Avant d'amorcer cette réflexion, précisons quelques termes.

Service de référence : celui qui existe trop souvent à l'état embryonnaire... Dans une structure de service public, il est un des services à l'usager. Il comprend l'accueil, l'information, l'aide à la recherche manuelle ou informatisée, la formation des usagers, etc. Ce sont habituellement des bibliothécaires de référence (conservateurs) qui en assurent le fonctionnement, aidés de techniciens(nes) (bibliothécaires-adjoints). Ces personnes y seront à plein temps ou presque, normalement aux heures d'ouverture de la bibliothèque, tout au moins aux heures d'affluence.

Usager : l'utilisateur, le client, le lecteur, peu importe son nom. Qu'il soit chercheur d'information et/ou fauteur de trouble, il est celui pour lequel la bibliothèque existe. Notre souci de répondre à ses besoins doit être primordial comme celui de toute organisation qui veut garder ou accroître sa clientèle.

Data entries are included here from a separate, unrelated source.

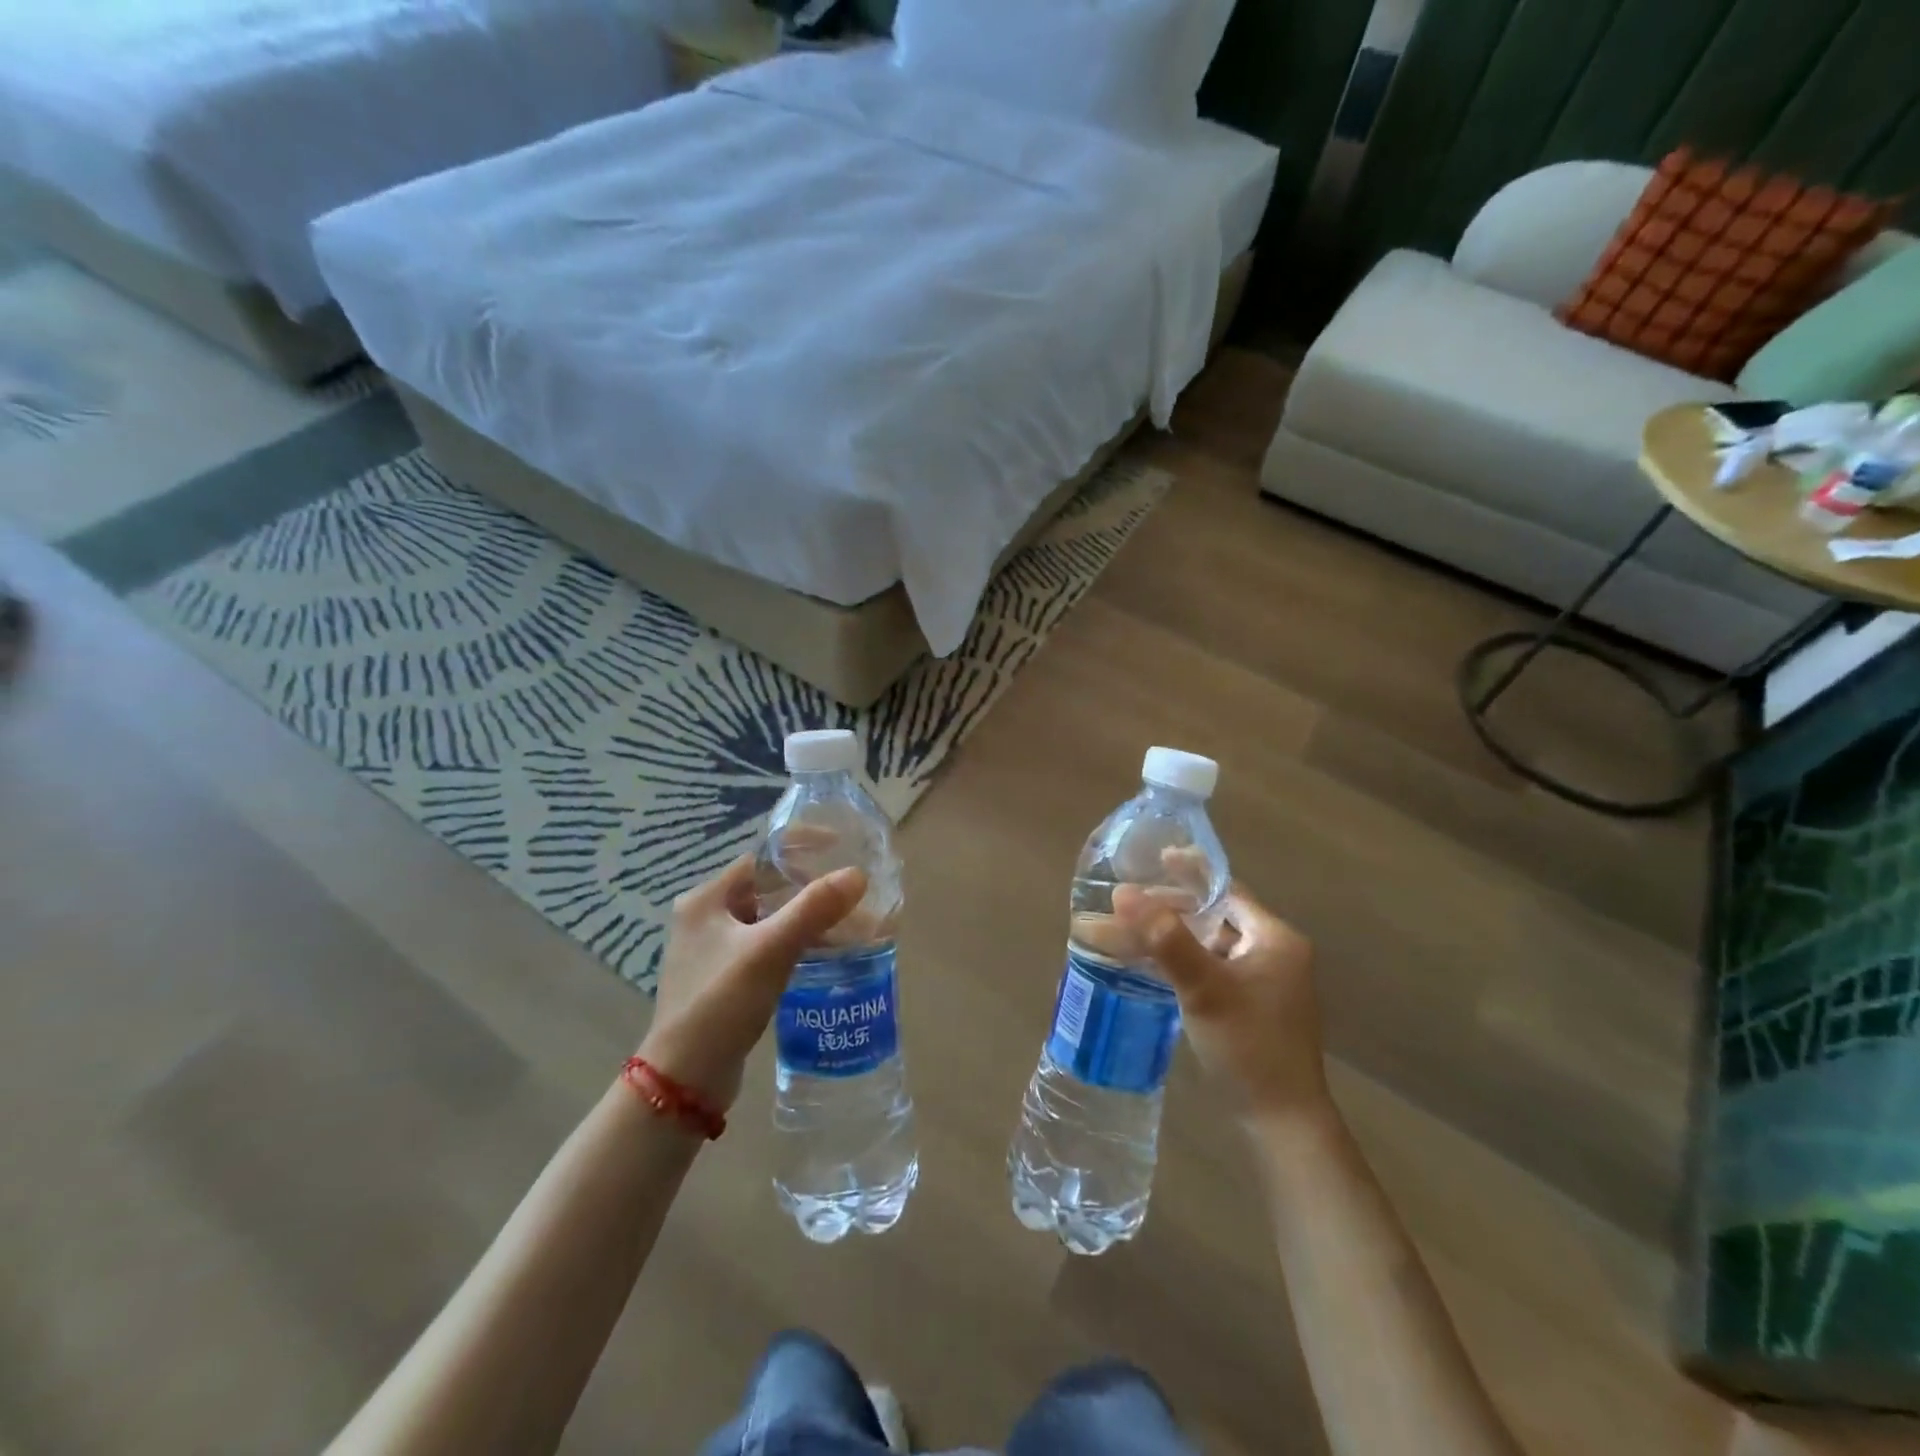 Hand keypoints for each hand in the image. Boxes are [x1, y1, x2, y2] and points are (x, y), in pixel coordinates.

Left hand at [638, 856, 867, 1109]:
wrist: (683, 1079)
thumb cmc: (720, 1002)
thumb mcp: (770, 950)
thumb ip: (813, 909)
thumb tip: (857, 874)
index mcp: (706, 899)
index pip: (761, 857)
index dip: (801, 847)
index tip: (841, 846)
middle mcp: (705, 918)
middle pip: (768, 888)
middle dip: (810, 888)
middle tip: (851, 890)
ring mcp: (712, 951)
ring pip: (769, 920)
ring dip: (806, 919)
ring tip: (848, 923)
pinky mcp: (723, 979)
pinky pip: (766, 947)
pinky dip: (795, 944)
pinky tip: (824, 954)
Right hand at [1114, 882, 1329, 1126]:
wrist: (1280, 1121)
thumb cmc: (1248, 1046)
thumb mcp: (1204, 988)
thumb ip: (1165, 938)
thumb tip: (1122, 892)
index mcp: (1273, 938)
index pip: (1227, 889)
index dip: (1190, 872)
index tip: (1156, 856)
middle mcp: (1271, 953)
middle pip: (1212, 915)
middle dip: (1168, 908)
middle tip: (1127, 899)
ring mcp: (1260, 981)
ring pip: (1206, 944)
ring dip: (1168, 936)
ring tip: (1125, 928)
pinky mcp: (1246, 1005)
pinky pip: (1207, 968)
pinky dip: (1178, 961)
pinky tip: (1146, 962)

Référence : processus de renvois (de voir et de voir aussi) d'une personne à l'autre (et/ou d'un document à l'autre) jusqu'à ce qu'on trouve une réponse. En ce sens, tout le personnel de la bibliothèque peut faire partie du service ou de l'équipe de référence. Chaque personne doit donc connaître le circuit de l'information dans sa bibliothèque pour ne pas donner à l'usager l'impression qu'on joue au « ping-pong » avec lui. Le produit peut être une information factuelle, statistique, bibliograhique, etc.

Bibliothécaire de référence : qui a appris dans sa formation et/ou par l'expérience comment faire aboutir ce processus de renvois de la façon la plus satisfaisante pour l'usager.

Question de référence : la raison pour laquelle le lecteur vient à la bibliothèque. Ce qu'on ne voudrait plus entendre certains jours (toujours répéter les mêmes informations automatiques), mais qui, à tout moment, dans sa simplicité ou sa complexité, permet au personnel et à la bibliothèque de jouer pleinement leur rôle.

Entrevue de référence : le moment passé avec l'usager qui devrait aboutir à un éclair de satisfaction. Elle demande de la part de l'interviewer tact, méthodologie, connaissances professionnelles, etc.

« Fast food », cafétéria, gastronomie ?

Après cette clarification, on peut se demander quel niveau de service de référence nous offrons à nos usagers. Est-ce le niveau conservateur 3 (sans vouloir jouer sur les mots), qu'on peut aussi appeler service minimum ? Dans une bibliothèque très achalandée et/ou qui manque de personnel, on cherche à répondre à la question de l'usager en indiquant du bout du nez ou du doigt où se trouve la documentation, l'endroit ou la personne qu'il demande. L'usager effectue toute la démarche seul.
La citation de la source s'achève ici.